Abstract
Introduction: Depth of response after idecabtagene vicleucel (ide-cel) CAR-T cell therapy has been correlated with longer progression-free survival in patients (pts) with relapsed or refractory multiple myeloma (R/R MM). BCMA-targeted bispecific antibodies have the potential to deepen responses after CAR-T cell therapy and reinvigorate polyclonal T cell responses against myeloma cells and improve CAR persistence. The EPIC trial is a single-arm, phase 2 study investigating elranatamab (Elra) as a consolidative, time-limited therapy after ide-cel with the goal of deepening and prolonging responses (NCT06138275).
Methods: Eligible pts with R/R MM had received commercial ide-cel after 2 or more prior lines of therapy and could not have had PD after ide-cel prior to screening. Pts received fixed-duration Elra consolidation for 6 cycles starting between Day +100 and +160 after ide-cel. Elra schedule included the recommended step-up dosing followed by weekly dosing for cycle 1 and 2. Elra was administered every other week (days 1 and 15) for cycle 3-6. The primary endpoint is PFS. Secondary endpoints include adverse events, ORR, sCR/CR rate, DOR, OS, and analyses of MRD-negativity. Exploratory endpoints include changes in T-cell immunophenotype and soluble BCMA.
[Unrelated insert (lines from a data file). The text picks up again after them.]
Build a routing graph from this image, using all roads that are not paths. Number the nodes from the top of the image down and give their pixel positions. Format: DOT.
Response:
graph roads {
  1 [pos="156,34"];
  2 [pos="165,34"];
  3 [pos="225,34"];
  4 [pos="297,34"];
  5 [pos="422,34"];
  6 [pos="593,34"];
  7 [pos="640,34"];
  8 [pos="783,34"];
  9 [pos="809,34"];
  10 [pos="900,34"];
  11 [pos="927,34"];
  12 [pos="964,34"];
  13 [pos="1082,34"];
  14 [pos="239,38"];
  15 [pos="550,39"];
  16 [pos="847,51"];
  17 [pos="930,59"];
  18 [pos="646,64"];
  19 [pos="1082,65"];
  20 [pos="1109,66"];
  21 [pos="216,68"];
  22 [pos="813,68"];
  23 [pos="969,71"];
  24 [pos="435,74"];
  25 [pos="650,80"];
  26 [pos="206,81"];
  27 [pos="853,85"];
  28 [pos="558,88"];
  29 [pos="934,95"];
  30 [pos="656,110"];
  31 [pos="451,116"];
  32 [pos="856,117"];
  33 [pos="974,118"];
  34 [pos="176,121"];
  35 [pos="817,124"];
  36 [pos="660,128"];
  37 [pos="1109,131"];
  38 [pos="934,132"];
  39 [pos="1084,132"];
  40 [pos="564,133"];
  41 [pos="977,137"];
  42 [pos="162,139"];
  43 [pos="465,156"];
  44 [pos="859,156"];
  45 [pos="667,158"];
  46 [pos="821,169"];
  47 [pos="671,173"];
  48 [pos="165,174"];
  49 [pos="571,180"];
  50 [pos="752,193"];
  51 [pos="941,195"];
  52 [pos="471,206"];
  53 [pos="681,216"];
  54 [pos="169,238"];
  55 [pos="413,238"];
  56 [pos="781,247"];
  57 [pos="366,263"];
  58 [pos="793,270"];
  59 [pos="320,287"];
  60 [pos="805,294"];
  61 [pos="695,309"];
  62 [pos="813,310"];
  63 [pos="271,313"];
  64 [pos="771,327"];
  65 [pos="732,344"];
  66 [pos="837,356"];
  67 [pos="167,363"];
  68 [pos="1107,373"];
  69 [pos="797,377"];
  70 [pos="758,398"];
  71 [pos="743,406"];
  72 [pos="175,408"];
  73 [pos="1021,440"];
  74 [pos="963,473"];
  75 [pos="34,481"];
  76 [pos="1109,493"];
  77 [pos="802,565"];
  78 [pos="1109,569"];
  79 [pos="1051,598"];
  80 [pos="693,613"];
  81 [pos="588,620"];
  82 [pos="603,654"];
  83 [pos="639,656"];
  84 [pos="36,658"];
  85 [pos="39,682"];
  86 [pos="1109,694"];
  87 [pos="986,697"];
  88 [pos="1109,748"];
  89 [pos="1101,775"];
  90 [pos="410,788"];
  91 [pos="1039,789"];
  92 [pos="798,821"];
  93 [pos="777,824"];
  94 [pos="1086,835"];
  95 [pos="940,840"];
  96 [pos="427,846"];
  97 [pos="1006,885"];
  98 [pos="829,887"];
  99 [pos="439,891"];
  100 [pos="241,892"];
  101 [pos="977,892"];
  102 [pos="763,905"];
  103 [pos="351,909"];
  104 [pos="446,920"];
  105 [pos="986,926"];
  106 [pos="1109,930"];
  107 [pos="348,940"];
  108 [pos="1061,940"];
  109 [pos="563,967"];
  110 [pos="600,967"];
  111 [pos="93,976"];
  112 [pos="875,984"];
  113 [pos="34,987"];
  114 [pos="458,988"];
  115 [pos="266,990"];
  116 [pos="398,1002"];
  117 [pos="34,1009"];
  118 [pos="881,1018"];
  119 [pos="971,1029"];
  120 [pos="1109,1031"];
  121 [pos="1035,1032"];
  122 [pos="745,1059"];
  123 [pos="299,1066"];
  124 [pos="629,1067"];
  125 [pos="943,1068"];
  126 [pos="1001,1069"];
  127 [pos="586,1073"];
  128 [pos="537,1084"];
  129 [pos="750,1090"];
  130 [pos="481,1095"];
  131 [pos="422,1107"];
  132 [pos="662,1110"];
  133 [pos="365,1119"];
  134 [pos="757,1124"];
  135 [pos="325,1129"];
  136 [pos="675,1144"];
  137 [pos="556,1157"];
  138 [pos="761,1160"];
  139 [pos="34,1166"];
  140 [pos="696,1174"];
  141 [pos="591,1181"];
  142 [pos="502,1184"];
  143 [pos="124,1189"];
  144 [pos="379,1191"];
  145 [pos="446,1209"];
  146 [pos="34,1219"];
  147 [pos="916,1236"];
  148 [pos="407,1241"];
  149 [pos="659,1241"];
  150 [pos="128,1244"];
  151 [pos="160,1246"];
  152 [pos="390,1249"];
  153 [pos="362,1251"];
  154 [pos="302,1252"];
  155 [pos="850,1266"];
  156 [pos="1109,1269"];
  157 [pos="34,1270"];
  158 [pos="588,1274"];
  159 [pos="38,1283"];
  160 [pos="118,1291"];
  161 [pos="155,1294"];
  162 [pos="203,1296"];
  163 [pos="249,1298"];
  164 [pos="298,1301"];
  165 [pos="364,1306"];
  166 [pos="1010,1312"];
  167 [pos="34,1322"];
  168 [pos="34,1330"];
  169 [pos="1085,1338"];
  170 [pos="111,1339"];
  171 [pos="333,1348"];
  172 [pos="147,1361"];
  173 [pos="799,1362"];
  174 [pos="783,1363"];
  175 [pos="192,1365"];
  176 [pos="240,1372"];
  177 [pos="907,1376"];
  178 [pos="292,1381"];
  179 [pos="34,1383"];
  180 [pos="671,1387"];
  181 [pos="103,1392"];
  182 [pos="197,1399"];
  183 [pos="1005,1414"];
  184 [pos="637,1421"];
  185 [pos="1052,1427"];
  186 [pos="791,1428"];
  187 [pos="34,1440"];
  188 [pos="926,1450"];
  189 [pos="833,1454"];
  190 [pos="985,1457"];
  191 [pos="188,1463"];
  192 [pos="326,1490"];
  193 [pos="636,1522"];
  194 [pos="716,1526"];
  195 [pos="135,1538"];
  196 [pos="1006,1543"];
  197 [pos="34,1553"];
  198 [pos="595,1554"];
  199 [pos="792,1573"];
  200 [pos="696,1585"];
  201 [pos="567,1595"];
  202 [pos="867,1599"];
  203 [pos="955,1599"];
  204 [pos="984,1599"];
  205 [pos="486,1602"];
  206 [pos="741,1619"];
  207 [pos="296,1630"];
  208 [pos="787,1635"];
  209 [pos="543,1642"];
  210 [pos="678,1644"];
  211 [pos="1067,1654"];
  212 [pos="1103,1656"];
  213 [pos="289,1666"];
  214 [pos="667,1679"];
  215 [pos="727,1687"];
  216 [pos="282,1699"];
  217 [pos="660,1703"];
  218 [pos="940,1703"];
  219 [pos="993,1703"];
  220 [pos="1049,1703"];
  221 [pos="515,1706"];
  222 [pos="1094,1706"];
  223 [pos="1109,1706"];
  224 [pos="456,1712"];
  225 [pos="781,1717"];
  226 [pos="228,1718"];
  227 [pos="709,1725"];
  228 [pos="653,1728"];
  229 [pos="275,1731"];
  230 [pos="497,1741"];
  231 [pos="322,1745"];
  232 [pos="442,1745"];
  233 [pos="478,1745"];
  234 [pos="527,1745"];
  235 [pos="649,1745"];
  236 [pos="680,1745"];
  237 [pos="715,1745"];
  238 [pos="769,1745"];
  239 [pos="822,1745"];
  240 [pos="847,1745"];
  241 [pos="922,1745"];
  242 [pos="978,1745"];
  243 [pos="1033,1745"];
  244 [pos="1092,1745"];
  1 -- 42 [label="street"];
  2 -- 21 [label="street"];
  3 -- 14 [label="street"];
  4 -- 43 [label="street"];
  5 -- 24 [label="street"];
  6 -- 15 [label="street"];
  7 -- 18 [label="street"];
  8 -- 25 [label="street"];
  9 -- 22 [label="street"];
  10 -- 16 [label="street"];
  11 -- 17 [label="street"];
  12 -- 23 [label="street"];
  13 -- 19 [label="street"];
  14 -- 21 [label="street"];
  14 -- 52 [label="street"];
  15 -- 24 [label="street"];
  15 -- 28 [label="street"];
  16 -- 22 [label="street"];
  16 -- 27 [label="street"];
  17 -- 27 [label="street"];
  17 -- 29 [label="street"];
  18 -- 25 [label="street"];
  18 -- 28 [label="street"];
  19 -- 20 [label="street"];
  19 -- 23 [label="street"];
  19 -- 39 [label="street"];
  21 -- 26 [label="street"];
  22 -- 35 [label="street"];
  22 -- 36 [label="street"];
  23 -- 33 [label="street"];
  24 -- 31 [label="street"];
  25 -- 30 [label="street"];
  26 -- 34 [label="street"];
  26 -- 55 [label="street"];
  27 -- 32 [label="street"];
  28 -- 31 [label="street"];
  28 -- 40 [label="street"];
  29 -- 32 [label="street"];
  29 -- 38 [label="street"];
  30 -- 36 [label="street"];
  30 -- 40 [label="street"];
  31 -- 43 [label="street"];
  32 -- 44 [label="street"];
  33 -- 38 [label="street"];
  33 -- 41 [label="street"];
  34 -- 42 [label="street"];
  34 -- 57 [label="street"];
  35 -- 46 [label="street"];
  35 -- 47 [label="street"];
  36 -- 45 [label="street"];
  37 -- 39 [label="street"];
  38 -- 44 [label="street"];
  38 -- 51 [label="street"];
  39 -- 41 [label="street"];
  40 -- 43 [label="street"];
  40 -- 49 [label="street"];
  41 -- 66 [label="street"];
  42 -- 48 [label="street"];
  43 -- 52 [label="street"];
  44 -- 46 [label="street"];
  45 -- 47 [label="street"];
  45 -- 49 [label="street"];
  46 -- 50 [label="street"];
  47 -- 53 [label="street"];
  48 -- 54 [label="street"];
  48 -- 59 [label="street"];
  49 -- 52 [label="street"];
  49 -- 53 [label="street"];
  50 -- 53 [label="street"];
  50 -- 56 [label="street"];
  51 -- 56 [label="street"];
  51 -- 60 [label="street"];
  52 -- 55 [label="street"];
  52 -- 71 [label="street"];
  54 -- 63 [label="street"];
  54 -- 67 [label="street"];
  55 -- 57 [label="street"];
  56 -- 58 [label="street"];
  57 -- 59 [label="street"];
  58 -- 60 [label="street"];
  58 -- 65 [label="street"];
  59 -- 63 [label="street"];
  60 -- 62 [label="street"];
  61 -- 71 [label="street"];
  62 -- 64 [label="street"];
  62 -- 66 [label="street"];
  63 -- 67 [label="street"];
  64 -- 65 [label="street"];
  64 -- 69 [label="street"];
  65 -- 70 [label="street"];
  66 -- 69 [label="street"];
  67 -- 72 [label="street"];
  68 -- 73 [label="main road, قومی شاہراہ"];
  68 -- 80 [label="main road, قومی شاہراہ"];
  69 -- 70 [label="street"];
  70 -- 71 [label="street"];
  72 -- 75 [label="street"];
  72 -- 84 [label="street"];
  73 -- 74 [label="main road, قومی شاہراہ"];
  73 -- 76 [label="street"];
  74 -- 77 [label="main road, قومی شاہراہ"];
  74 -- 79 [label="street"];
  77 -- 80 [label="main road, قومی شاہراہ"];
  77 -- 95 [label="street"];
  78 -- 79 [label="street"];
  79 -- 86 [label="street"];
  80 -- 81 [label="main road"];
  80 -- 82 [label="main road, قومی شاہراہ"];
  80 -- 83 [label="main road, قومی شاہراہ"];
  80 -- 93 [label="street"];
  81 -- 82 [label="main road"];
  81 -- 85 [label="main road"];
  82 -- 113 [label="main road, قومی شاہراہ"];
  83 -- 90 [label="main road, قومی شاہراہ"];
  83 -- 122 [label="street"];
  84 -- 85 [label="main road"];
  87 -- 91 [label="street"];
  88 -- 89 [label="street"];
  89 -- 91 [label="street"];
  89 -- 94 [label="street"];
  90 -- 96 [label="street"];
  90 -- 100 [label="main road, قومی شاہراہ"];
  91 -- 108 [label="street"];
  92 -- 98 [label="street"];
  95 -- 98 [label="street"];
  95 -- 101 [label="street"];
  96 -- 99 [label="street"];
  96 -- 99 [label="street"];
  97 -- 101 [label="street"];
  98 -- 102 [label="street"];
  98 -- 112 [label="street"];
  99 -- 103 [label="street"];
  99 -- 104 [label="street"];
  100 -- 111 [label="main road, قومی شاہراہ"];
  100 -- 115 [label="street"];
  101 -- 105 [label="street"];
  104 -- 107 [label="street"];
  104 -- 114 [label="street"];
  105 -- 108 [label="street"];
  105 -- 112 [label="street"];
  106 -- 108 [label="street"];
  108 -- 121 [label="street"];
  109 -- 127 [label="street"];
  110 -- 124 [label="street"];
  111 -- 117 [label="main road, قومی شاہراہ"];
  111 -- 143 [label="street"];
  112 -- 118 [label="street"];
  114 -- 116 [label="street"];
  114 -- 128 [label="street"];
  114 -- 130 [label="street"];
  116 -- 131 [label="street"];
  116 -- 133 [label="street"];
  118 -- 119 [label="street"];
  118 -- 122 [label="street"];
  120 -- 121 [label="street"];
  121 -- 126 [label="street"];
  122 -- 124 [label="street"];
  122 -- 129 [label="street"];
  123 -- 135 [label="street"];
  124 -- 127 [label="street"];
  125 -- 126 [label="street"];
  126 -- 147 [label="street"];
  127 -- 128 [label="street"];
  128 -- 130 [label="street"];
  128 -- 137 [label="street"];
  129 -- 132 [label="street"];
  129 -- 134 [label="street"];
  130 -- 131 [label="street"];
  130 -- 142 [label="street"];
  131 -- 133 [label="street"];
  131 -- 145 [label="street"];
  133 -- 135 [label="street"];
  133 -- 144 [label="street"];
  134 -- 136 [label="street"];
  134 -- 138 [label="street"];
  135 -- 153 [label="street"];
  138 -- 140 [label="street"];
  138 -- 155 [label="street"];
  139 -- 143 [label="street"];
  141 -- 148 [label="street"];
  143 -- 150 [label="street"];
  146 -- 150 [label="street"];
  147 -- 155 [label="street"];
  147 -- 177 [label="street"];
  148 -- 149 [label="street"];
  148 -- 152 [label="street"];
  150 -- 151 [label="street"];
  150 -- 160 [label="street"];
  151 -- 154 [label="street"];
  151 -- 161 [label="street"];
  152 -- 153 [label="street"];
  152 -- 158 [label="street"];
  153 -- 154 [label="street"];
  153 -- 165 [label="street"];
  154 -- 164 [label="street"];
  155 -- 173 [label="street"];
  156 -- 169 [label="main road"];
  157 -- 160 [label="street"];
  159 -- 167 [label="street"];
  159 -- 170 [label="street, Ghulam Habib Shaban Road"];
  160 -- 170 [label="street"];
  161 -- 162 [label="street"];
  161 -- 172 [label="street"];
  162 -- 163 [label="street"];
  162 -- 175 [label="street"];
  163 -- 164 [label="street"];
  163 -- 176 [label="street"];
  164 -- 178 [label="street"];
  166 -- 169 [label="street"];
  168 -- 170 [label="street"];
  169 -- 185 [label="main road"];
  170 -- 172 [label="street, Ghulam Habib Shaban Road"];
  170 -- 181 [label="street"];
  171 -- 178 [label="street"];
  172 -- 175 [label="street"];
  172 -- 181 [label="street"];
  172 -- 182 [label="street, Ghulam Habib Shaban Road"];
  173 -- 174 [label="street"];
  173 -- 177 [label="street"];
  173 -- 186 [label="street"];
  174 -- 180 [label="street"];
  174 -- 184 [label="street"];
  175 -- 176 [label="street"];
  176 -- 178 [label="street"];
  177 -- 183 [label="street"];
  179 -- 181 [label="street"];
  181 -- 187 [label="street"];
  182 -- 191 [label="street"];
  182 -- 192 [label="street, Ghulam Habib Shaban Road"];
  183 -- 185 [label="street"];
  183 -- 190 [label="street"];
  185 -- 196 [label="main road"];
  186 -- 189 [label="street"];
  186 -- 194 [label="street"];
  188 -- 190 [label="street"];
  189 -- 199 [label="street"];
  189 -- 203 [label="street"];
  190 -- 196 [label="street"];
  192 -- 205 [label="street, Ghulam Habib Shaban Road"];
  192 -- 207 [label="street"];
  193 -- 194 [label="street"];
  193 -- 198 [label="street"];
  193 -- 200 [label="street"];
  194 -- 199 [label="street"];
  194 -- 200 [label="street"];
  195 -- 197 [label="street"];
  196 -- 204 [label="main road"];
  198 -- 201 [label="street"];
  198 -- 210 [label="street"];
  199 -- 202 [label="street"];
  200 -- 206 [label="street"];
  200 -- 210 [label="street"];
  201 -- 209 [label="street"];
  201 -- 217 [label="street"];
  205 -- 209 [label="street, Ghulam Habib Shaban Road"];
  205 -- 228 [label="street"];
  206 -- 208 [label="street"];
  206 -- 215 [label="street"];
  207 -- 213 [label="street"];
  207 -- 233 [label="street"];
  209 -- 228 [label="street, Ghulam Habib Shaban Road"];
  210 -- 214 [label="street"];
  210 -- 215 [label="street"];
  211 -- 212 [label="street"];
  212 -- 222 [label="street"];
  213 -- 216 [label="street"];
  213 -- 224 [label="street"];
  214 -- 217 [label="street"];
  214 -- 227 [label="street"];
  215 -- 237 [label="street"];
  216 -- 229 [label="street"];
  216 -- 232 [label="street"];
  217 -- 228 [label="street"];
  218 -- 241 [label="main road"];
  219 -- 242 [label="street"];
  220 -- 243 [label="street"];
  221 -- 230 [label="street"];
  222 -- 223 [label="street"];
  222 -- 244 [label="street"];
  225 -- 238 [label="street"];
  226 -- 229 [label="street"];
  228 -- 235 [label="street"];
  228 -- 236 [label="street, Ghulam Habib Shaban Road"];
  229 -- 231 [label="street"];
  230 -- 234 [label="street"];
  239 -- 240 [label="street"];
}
Results: As of July 9, 2025, 16 pts have been enrolled and started Elra consolidation, and 8 pts (50%) have completed Elra consolidation. Among the enrolled pts, the median age was 68 years old (range: 48-82) and 56% were male. Five pts (31%) had history of high-risk cytogenetics [defined by t(4;14), t(14;16), or del(17p)] and/or TP53 mutation, 5 pts (31%) had R-ISS stage III disease, and 3 pts (19%) had history of extramedullary disease. Pts had received a median of 3 prior lines of therapy (range: 2-6) before ide-cel. The median time from ide-cel to start of Elra consolidation was 3.8 months (range: 3.0-5.2). Nine pts (56%) received step-up dosing as an outpatient.
The median follow-up time for PFS from the start of consolidation was 5.4 months (range: 0.2-14.4; 9.1 months from ide-cel) among all enrolled pts and 10 months (range: 5.8-14.4; 13.7 months from ide-cel) among pts who have completed Elra consolidation. Among the 8 pts who had completed Elra consolidation, the majority (n=5/8, 63%) started Elra consolidation with ≤VGPR post-ide-cel, all of whom have had deepening of their disease response. Two pts (n=2/8, 25%) had deepening to sCR from SD or VGPR and 3 pts (n=3/8, 38%) had deepening to VGPR from PR. Six pts (n=6/8, 75%) had evaluable MRD samples at both screening and the end of Elra consolidation. Among the 6 MRD-evaluable pts, all pts (n=6/6, 100%) had MRD-positive disease at 10-6 sensitivity at screening and all pts (n=6/6, 100%) had conversion to MRD-negativity at 10-6 by the end of consolidation. Of the 3 pts (38%) who had evaluable MRD at 6 months after completing Elra consolidation, 2 pts had sustained MRD-negativity at 10-6and 1 pt was MRD-positive at 10-6but MRD-negative at 10-5.
All patients are alive. One pt (n=1/16, 6.3%) has had progressive disease. This pt completed Elra consolidation in MRD-negative sCR and subsequently developed an isolated 1 cm subcutaneous plasmacytoma at 10.8 months from ide-cel (7.2 months from start of Elra consolidation). The plasmacytoma was managed with excision and radiation therapy. The pt has remained off systemic therapy without further progression at 18.5 months from ide-cel.
Grade 1 CRS occurred in 5 pts (31%) and 1 pt received tocilizumab. There were no occurrences of ICANS or Grade ≥2 CRS. Grade 3 or 4 hematologic toxicity occurred in 5 pts (31%; Grade 3 anemia in 1 pt, Grade 3 or 4 neutropenia in 4 pts, Grade 4 thrombocytopenia in 1 pt). Grade 3 or 4 non-hematologic adverse events occurred in 6 pts (38%). Infections occurred in 8 pts (50%) with 2 pts (13%) having Grade 3 infections. Fourteen pts (88%) received IVIG.
Conclusion: The phase 2 EPIC trial demonstrates that fixed-duration consolidation with Elra for 6 months can deepen disease response and improve MRD-negativity rates after ide-cel CAR-T cell therapy. Although the patients had received BCMA-directed CAR-T cells approximately 4 months prior to starting Elra, G3/4 infections were relatively infrequent (<15%). With a median follow-up time of 5.4 months, only one patient has had progressive disease. Longer follow-up and enrollment are ongoing to evaluate the PFS with Elra consolidation, and updated data will be presented.